В диалогической концепции М.М. Бахтина возможно «двоякое сочетание мира с человеком: изнутри его — как его кругозор, и извне — как его окружение» [2, с. 87]. Ученый думал, что «словесный пейзаж», «описание обстановки», «изображение быта» и т.д. нельзя рассматривать исключительно как «моменты кругозора действующего, поступающего сознания человека» [2, с. 88]. Эстетически значимое событие свершается там, где предмет изображения «обращен вне себя, где он существует ценностно только в другом и для другого, причастен миру, где его изнутри самого себя нет» [2, с. 88].
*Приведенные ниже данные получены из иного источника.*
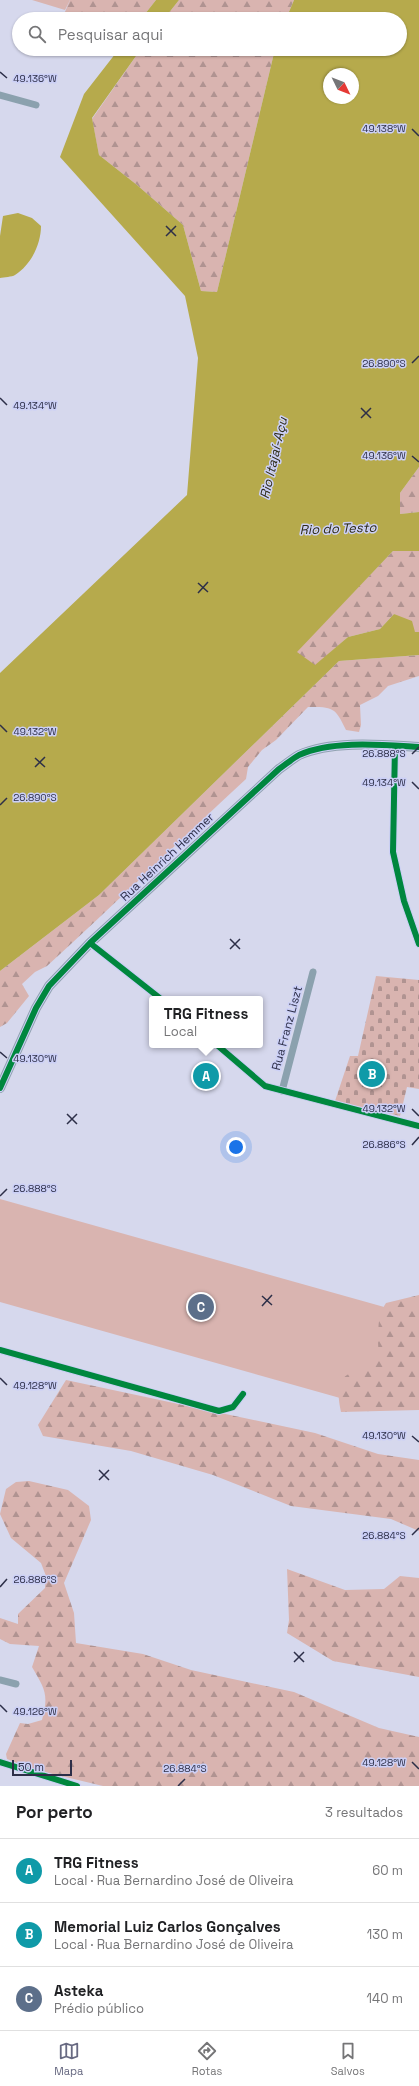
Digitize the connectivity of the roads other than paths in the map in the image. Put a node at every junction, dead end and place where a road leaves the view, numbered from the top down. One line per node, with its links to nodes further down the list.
1 (0, 95): 2 (street)
2 (36, 106)
3 (395, 746): 4 (street, Rua Heinrich Hemmer); 5 (street, Rua Heinrich Hemmer); 6 (street)
4 (419, 748)
5 (90, 943): 8 (street); 10 (street, Rua Heinrich Hemmer)
6 (419, 944)
7 (313, 972): 11 (street, Rua Franz Liszt)
8 (157, 996)
9 (221, 1048): 11 (street)
10 (0, 1088)
11 (282, 1091): 12 (street)
12 (419, 1126)
13 (0, 1350): 14 (street)
14 (244, 1394)
15 (0, 1680): 16 (street)
16 (16, 1684)
17 (0, 1762): 18 (street)
18 (77, 1786)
Теория кругозора и окружения героя, созданная Бахтиным, в науке о литературе связывалась с понятием «точка зрения». Выделяют внутреннюю точку зрения — повествование от первого лица, где изображенный мир максимально укладывается в кругозор персонажа; и внешнюю точку зрения, дающую простор авторскому всеведению, наделяющую повествователя высшим сознанием. Внешняя точка зрения обладает подвижностью, через нее достигается множественность восприятия и эмоционально-смысловой оценки предмета. Н.Д. Тамарчен- ко писал, что «точка зрения в литературном произведении — положение «наблюдателя» (повествователя, рассказчика, персонажа) в изображенном мире». Точка зрения, «с одной стороны, определяет его кругозор — как в отношении «объема», «так и в плане оценки воспринимаемого; с другой — выражает авторскую оценку этого субъекта и его кругозора» [10, с. 386]. На основании сказанного можно сделать вывод о том, что границы, проходящие между неодинаковыми точками зрения в повествовании, указывают на некие подвижные, пороговые смыслы, обусловленные ценностной позицией наблюдателей.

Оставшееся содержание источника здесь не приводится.